• Data section
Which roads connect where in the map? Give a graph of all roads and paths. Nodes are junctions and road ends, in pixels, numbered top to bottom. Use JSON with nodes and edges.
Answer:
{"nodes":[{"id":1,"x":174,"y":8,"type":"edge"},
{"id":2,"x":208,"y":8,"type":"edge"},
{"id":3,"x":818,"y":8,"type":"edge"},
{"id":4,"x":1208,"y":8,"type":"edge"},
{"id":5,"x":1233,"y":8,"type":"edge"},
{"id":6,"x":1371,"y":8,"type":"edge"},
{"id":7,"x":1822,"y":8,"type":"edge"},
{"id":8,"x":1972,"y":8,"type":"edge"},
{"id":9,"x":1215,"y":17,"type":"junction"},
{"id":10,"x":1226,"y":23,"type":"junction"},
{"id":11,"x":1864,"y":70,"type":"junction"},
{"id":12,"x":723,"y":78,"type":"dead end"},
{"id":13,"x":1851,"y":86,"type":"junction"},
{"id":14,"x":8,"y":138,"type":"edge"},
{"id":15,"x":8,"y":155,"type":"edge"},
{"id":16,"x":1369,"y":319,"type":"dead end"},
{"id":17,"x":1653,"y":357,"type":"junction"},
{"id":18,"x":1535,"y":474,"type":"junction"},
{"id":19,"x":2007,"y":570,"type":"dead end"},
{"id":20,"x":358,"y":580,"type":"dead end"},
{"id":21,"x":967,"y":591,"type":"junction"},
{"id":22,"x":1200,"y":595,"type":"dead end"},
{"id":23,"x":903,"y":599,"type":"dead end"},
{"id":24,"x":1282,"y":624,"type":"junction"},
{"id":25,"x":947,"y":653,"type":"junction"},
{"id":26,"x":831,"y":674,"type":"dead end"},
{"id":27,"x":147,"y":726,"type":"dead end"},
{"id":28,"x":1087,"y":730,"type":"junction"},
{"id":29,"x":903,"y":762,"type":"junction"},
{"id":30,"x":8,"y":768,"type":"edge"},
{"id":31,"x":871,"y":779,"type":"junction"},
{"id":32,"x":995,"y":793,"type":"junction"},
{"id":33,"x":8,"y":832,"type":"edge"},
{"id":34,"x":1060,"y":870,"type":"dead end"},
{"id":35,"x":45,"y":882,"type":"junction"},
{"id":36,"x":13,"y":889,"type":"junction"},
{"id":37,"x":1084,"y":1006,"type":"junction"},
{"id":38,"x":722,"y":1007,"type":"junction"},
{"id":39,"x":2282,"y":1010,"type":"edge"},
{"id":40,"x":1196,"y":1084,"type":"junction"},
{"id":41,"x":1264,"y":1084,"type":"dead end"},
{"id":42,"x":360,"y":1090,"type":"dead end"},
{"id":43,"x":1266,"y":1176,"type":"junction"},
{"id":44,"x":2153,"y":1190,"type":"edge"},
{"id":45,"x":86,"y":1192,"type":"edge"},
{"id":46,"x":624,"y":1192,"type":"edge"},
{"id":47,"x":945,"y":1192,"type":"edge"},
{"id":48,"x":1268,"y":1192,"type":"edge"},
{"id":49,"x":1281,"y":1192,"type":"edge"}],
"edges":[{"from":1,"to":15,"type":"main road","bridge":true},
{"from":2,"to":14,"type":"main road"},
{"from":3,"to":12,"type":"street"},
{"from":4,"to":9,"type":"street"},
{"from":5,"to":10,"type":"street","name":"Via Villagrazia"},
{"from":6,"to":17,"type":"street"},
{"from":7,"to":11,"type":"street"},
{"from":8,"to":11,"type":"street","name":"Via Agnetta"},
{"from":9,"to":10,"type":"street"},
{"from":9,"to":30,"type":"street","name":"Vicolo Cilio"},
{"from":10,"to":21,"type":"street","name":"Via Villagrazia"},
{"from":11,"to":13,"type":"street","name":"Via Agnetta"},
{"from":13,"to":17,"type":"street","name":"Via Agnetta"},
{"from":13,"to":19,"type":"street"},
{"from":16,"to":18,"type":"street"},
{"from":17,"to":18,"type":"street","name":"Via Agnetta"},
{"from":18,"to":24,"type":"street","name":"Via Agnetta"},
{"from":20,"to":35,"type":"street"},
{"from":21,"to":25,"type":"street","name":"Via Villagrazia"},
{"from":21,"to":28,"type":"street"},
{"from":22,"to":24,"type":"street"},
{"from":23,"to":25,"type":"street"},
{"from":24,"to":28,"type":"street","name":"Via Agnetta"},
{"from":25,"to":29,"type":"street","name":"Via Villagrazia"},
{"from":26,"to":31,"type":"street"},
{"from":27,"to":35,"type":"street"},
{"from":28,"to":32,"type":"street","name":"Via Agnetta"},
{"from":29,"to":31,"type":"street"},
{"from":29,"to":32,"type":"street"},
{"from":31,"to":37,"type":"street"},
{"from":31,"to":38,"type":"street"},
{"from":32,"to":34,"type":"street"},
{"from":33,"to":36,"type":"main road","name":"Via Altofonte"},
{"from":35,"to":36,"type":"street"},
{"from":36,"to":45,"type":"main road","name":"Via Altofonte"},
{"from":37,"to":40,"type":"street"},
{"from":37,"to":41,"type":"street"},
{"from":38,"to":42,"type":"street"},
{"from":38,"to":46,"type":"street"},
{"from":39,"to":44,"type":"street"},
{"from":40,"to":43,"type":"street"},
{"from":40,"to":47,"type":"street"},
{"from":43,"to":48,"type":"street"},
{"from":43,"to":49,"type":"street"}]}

• Problem to solve
The records above should be copied out again in full, exactly as they appear.

• Result of this task
Which roads connect where in the map? Give a graph of all roads and paths. Nodes are junctions and road ends, in pixels, numbered top to bottom. Use JSON with nodes and edges.
Answer:
{"nodes":[{"id":1,"x":174,"y":8,"type":"edge"},
{"id":2,"x":208,"y":8,"type":"edge"},
{"id":3,"x":818,"y":8,"type":"edge"},
{"id":4,"x":1208,"y":8,"type":"edge"},
{"id":5,"x":1233,"y":8,"type":"edge"},
{"id":6,"x":1371,"y":8,"type":"edge"},
{"id":7,"x":1822,"y":8,"type":"edge"},
{"id":8,"x":1972,"y":8,"type":"edge"},
{"id":9,"x":1215,"y":17,"type":"junction"},
{"id":10,"x":1226,"y":23,"type":"junction"},
{"id":11,"x":1864,"y":70,"type":"junction"},
{"id":12,"x":723,"y":78,"type":"dead end"},
{"id":13,"x":1851,"y":86,"type":"junction"},
{"id":14,"x":8,"y":138,"type":"edge"},
{"id":15,"x":8,"y":155,"type":"edge"},
{"id":16,"x":1369,"y":319,"type":"dead end"},
{"id":17,"x":1653,"y":357,"type":"junction"},
{"id":18,"x":1535,"y":474,"type":"junction"},
{"id":19,"x":2007,"y":570,"type":"dead end"},
{"id":20,"x":358,"y":580,"type":"dead end"},
{"id":21,"x":967,"y":591,"type":"junction"},
{"id":22,"x":1200,"y":595,"type":"dead end"},
{"id":23,"x":903,"y":599,"type":"dead end"},
{"id":24,"x":1282,"y":624,"type":"junction"},
{"id":25,"x":947,"y":653,"type":"junction"},
{"id":26,"x":831,"y":674,"type":"dead end"},
{"id":27,"x":147,"y":726,"type":"dead end"},
{"id":28,"x":1087,"y":730,"type":"junction"},
{"id":29,"x":903,"y":762,"type":"junction"},
{"id":30,"x":8,"y":768,"type":"edge"},
{"id":31,"x":871,"y":779,"type":"junction"},
{"id":32,"x":995,"y":793,"type":"junction"},
{"id":33,"x":8,"y":832,"type":"edge"},
{"id":34,"x":1060,"y":870,"type":"dead end"},
{"id":35,"x":45,"y":882,"type":"junction"},
{"id":36,"x":13,"y":889,"type":"junction"},
{"id":37,"x":1084,"y":1006,"type":"junction"},
{"id":38,"x":722,"y":1007,"type":"junction"},
{"id":39,"x":2282,"y":1010,"type":"edge"},
{"id":40,"x":1196,"y":1084,"type":"junction"},
{"id":41,"x":1264,"y":1084,"type":"dead end"},
{"id":42,"x":360,"y":1090,"type":"dead end"},
{"id":43,"x":1266,"y":1176,"type":"junction"},
{"id":44,"x":2153,"y":1190,"type":"edge"},
{"id":45,"x":86,"y":1192,"type":"edge"},
{"id":46,"x":624,"y":1192,"type":"edge"},
{"id":47,"x":945,"y":1192,"type":"edge"},
{"id":48,"x":1268,"y":1192,"type":"edge"},
{"id":49,"x":1281,"y":1192,"type":"edge"}],
"edges":[{"from":1,"to":15,"type":"main road","bridge":true},
{"from":2,"to":14,"type":"main road"},
{"from":3,"to":12,"type":"street"},
{"from":4,"to":9,"type":"street"},
{"from":5,"to":10,"type":"street","name":"Via Villagrazia"},
{"from":6,"to":17,"type":"street"},
{"from":7,"to":11,"type":"street"},
{"from":8,"to":11,"type":"street","name":"Via Agnetta"},
{"from":9,"to":10,"type":"street"},
{"from":9,"to":30,"type":"street","name":"Vicolo Cilio"},
{"from":10,"to":21,"type":"street","name":"Via Villagrazia"},
{"from":11,"to":13,"type":"street","name":"Via Agnetta"},
{"from":13,"to":17,"type":"street","name":"Via Agnetta"},
{"from":13,"to":19,"type":"street"},
{"from":16,"to":18,"type":"street"},
{"from":17,"to":18,"type":"street","name":"Via Agnetta"},
{"from":18,"to":24,"type":"street","name":"Via Agnetta"},
{"from":20,"to":35,"type":"street"},
{"from":21,"to":25,"type":"street","name":"Via Villagrazia"},
{"from":21,"to":28,"type":"street"},
{"from":22,"to":24,"type":"street"},
{"from":23,"to":25,"type":"street"},
{"from":24,"to":28,"type":"street","name":"Via Agnetta"},
{"from":25,"to":29,"type":"street","name":"Via Villagrazia"},
{"from":26,"to":31,"type":"street"},
{"from":27,"to":35,"type":"street"},
{"from":28,"to":32,"type":"street","name":"Via Agnetta"},
{"from":29,"to":31,"type":"street"},
{"from":29,"to":32,"type":"street"},
{"from":31,"to":37,"type":"street"},
{"from":31,"to":38,"type":"street"},
{"from":32,"to":34,"type":"street"},
{"from":33,"to":36,"type":"main road","name":"Via Altofonte"},
{"from":35,"to":36,"type":"street"},
{"from":36,"to":45,"type":"main road","name":"Via Altofonte"},
{"from":37,"to":40,"type":"street"},
{"from":37,"to":41,"type":"street"},
{"from":38,"to":42,"type":"street"},
{"from":38,"to":46,"type":"street"},
{"from":39,"to":44,"type":"street"},
{"from":40,"to":43,"type":"street"},
{"from":40,"to":47,"type":"street"},
{"from":43,"to":48,"type":"street"},
{"from":43,"to":49,"type":"street"}]}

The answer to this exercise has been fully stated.